Before this, there was another server (same Windows, except that it is 32 bits) active as a licensing server. I removed the role first and then then added it to the new server. I then removed the Terminal Server Licensing Server component off the old one and added it to the new one. After that, I added to licenses. When that didn't give the required result, I rebooted to new server. Still, the new server, with licenses and all, acts as if it has the 2 license RDP.

The server are all stand-alone, there is no active directory been set up. Both servers are in different workgroups.

Update (4/12/10): The server has changed the entries in the Terminal Server Licensing a few times. After installing the licenses it added an entry of which the exact phrasing I forgot but it was about temporary Windows 2003 device licenses. Later it added Windows Server 2003 - TS Per Device CAL. The temporary held 2 licenses (standard RDP licenses, I think) and the other 10. At some point, seemingly unrelated from the testing we did, it used a licenses from the new pool.

This morning, 2 licenses were used from the pool of 10 and only 1 from the temporary/RDP pool (I wish I had screenshots to show, it changed every few hours oir so it seems). Although I had already activated the server over the internet, and re-activated it, I decided to go through the whole procedure by phone.

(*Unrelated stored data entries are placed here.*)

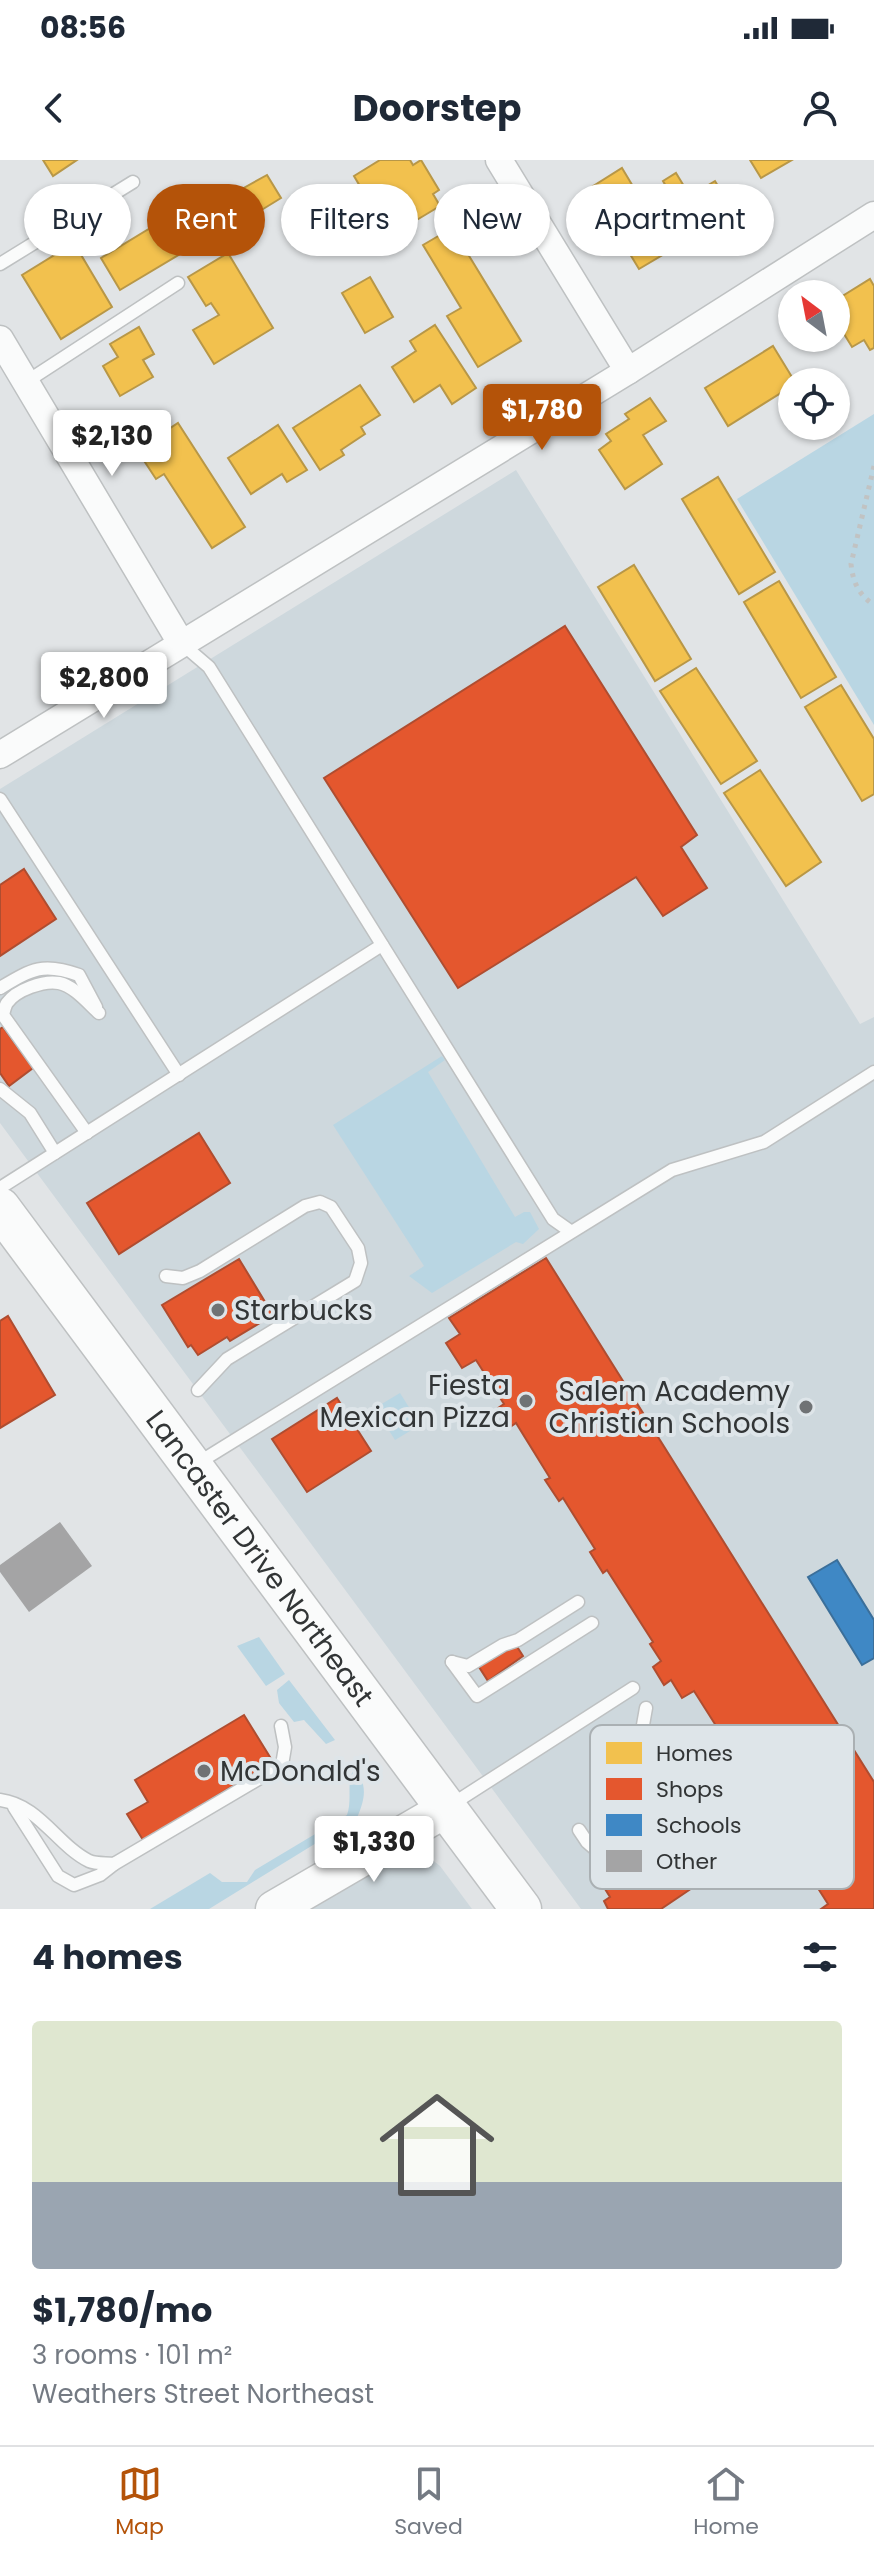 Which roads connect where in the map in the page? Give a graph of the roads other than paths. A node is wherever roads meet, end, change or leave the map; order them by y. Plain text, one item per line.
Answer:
1 (499, 160) edge
2 (133, 182) dead end
3 (874, 215) edge
4 (0, 264) edge
5 (178, 283) dead end
6 (0, 339) edge
7 (628, 371) junction
8 (26, 382) junction
9 (181, 643) junction
10 (0, 755) edge
11 (0, 799) edge
12 (382, 945) junction
13 (0, 988) edge
14 (874, 1072) edge
15 (179, 1075) junction
16 (0, 1089) edge
17 (87, 1133) junction
18 (55, 1153) junction
19 (0, 1188) edge
20 (0, 1208) edge
21 (570, 1231) junction
22 (166, 1276) dead end
23 (198, 1390) dead end
24 (191, 1467) junction
25 (578, 1602) dead end
26 (592, 1623) dead end
27 (633, 1688) dead end
28 (646, 1708) dead end
29 (643, 1725) edge
30 (281, 1726) dead end
31 (5, 1801) edge
32 (446, 1809) junction
33 (579, 1830) dead end
34 (590, 1845) edge
35 (114, 1864) junction
36 (274, 1909) edge
37 (521, 1909) edge

1 - 7 street
2 - 4 lane
3 - 7 street
5 - 8 lane
6 - 8 street
7 - 9 street
8 - 9 street
9 - 10 street
9 - 12 lane
11 - 15 lane
12 - 15 lane
12 - 21 lane
13 - 17 lane
14 - 21 lane
15 - 17 lane
16 - 18 lane
17 - 18 lane
18 - 19 lane
20 - 24 main road, Lancaster Drive Northeast
21 - 24 lane
22 - 23 lane
24 - 32 main road, Lancaster Drive Northeast
25 - 26 lane
27 - 32 lane
28 - 29 lane
30 - 35 lane
31 - 35 lane
31 - 35 lane
32 - 36 street
32 - 37 main road, Lancaster Drive Northeast
33 - 34 lane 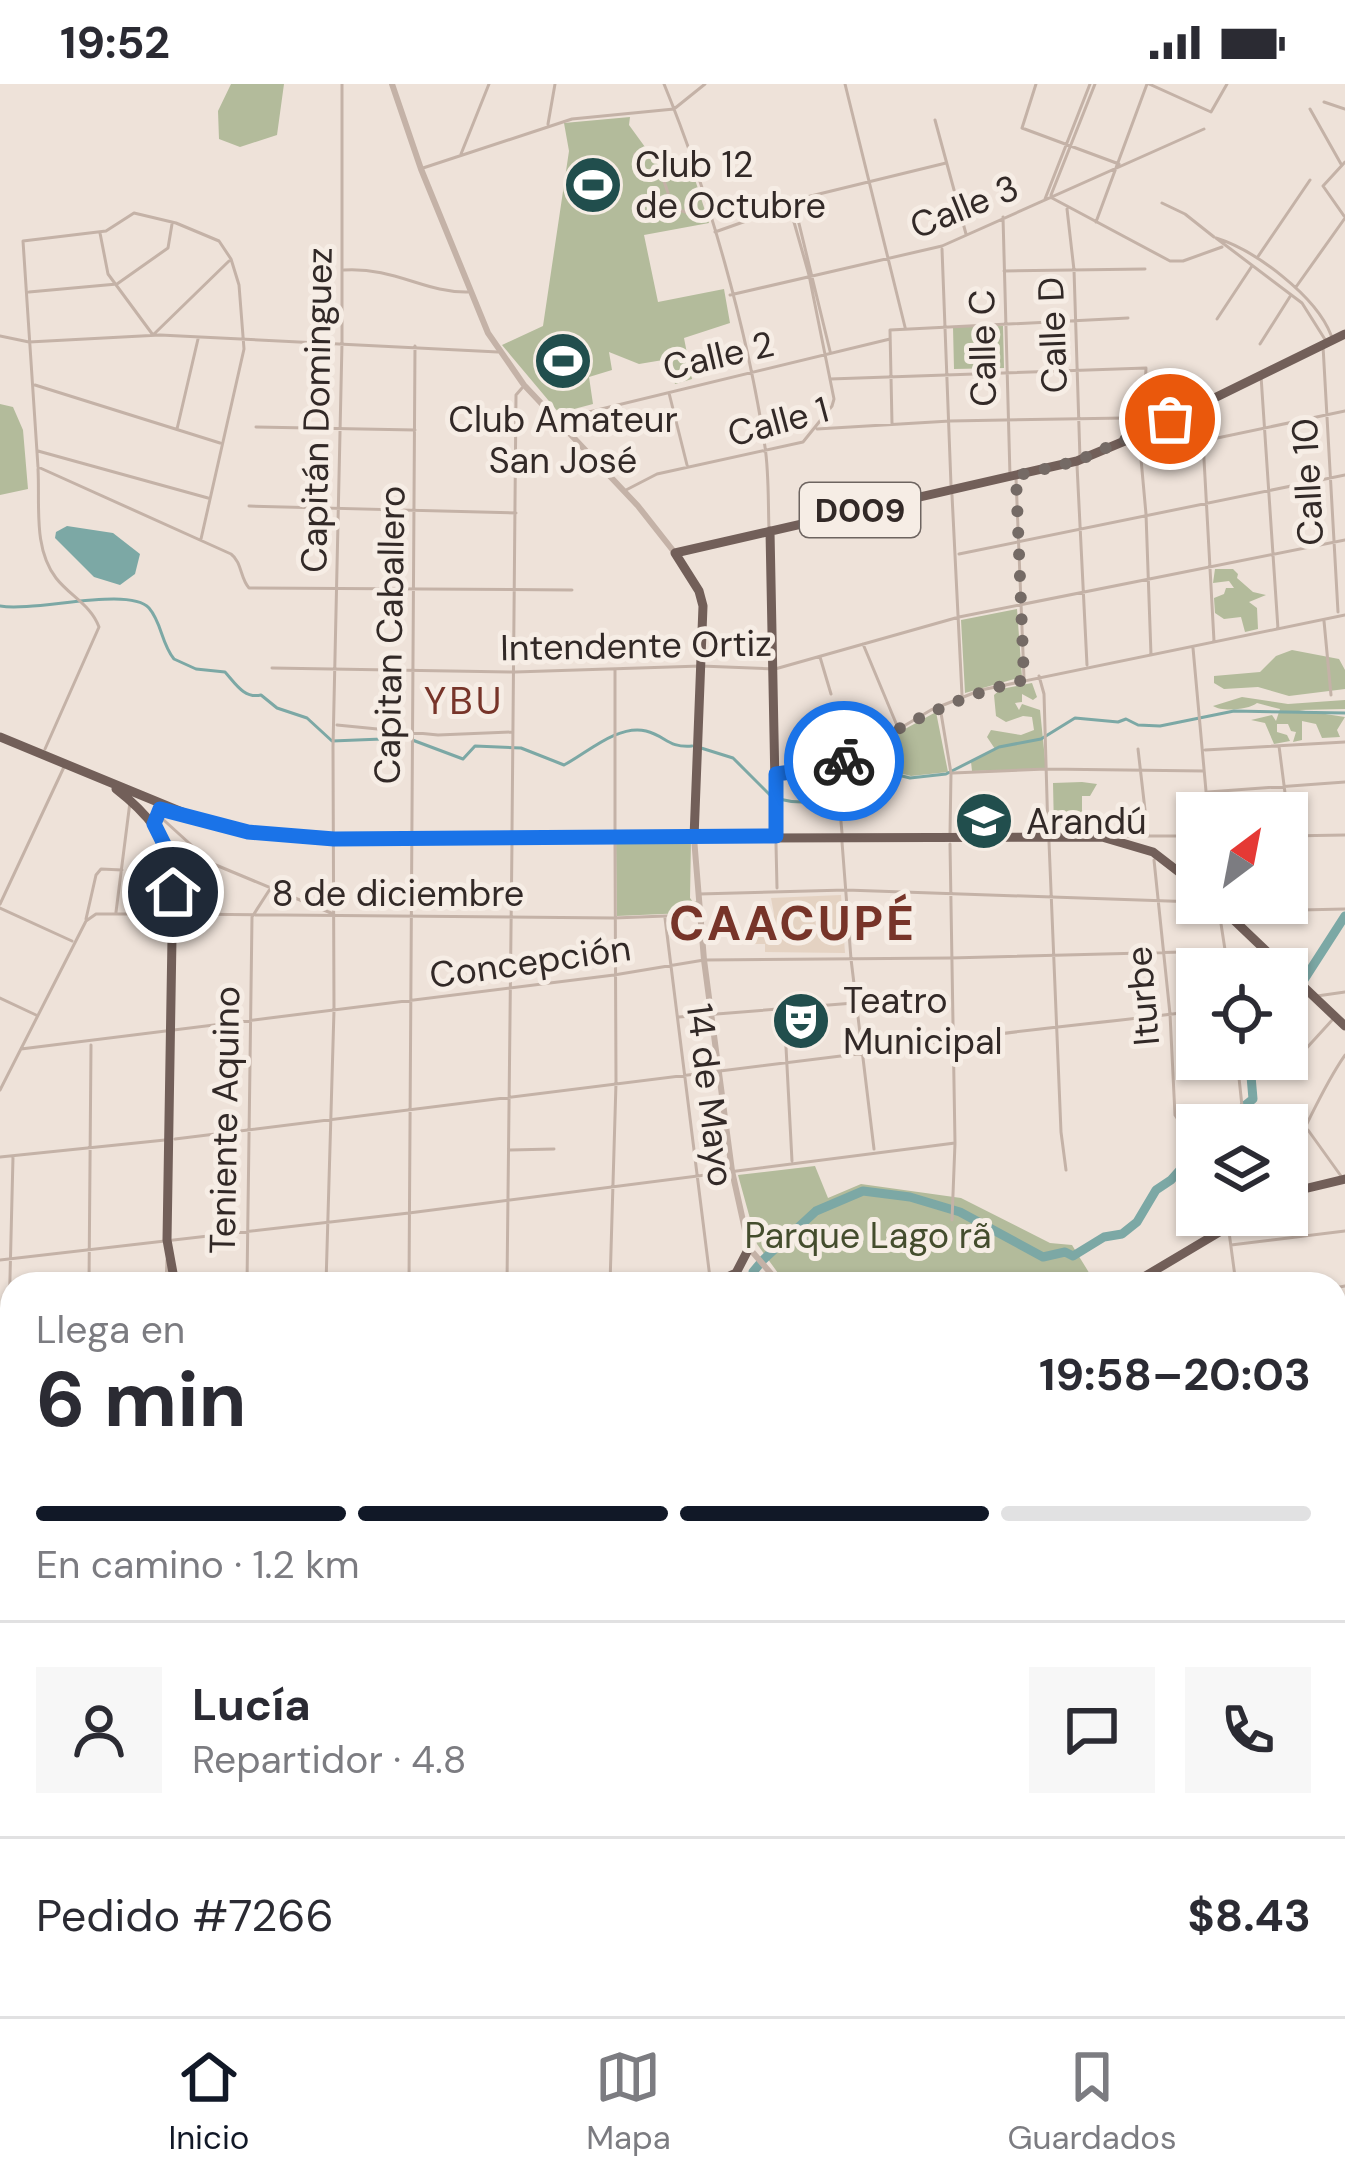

Update 2 (4/12/10) The problem has been solved. It seems the activation over the web, while it said to have succeeded, did not work correctly. After activating by phone, it did work. What was different from the old setup and what put me on the wrong foot from that moment, was that I now need to create seperate user account because a session with one user account will be taken over by someone else when that account is used by that person. On the previous server, it was possible to open several sesions with the same account. We now use Per Device licenses, I'm not sure what was used before.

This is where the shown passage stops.